# TASK
Which lines of the records below contain the word "Приветская"? Report each of them in full.

DATASET CONTENT Start Marker

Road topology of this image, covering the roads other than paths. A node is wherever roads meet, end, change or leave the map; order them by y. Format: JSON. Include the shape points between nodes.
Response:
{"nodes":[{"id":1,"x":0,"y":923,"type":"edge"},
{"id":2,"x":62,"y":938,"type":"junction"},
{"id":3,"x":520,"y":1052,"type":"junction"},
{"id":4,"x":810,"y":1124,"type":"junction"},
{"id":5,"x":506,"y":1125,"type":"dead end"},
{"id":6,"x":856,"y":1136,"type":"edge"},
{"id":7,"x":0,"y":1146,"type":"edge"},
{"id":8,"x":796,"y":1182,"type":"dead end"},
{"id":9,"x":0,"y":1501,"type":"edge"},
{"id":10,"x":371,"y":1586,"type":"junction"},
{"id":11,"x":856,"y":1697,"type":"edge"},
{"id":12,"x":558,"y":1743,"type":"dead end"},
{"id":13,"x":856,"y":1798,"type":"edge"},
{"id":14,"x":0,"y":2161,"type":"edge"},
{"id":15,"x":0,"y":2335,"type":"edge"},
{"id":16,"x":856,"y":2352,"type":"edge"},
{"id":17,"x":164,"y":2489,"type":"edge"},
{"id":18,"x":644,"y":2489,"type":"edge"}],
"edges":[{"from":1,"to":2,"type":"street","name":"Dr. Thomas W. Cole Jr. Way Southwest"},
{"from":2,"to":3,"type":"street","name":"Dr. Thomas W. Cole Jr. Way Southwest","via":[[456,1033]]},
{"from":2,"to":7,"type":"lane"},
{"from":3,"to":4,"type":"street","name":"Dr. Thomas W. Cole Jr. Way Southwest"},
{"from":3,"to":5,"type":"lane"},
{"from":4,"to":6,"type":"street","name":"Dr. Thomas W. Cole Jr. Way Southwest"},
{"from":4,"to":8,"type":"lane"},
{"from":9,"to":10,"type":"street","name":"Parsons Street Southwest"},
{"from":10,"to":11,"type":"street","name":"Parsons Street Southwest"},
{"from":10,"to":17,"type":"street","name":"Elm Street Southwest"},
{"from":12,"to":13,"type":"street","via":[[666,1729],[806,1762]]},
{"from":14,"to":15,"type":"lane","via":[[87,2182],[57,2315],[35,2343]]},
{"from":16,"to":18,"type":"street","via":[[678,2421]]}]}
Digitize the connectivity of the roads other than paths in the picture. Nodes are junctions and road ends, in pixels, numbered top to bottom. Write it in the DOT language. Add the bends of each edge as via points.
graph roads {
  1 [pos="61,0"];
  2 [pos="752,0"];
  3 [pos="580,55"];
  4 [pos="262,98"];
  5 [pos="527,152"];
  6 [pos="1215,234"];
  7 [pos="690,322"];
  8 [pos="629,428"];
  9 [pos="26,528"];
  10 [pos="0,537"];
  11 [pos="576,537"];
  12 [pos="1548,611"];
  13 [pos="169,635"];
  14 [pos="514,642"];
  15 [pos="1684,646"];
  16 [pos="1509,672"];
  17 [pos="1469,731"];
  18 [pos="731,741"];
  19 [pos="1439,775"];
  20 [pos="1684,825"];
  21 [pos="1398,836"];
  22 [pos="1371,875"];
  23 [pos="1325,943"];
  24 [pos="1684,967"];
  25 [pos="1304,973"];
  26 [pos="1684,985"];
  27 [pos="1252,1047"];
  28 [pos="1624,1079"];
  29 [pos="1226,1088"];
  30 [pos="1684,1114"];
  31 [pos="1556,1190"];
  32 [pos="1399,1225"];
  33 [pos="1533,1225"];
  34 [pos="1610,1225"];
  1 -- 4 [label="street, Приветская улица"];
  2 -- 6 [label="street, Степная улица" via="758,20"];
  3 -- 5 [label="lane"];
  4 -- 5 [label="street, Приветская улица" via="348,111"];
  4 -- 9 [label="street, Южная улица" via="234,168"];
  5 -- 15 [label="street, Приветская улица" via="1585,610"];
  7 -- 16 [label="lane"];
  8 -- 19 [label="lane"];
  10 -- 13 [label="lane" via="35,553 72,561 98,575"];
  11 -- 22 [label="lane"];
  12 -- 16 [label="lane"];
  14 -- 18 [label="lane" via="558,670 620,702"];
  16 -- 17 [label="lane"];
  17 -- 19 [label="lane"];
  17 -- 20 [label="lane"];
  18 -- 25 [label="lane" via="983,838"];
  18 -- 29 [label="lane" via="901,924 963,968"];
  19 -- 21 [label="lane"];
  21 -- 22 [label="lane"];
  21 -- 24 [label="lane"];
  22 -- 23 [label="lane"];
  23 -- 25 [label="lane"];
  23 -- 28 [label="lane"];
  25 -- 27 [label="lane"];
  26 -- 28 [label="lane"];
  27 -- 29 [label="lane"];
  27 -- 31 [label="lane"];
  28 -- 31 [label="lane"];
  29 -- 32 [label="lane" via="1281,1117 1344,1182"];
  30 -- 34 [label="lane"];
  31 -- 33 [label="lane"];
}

DATASET CONTENT End Marker

# EXERCISE RESULT
  1 -- 4 [label="street, Приветская улица"];
  4 -- 5 [label="street, Приветская улица" via="348,111"];
  5 -- 15 [label="street, Приветская улица" via="1585,610"];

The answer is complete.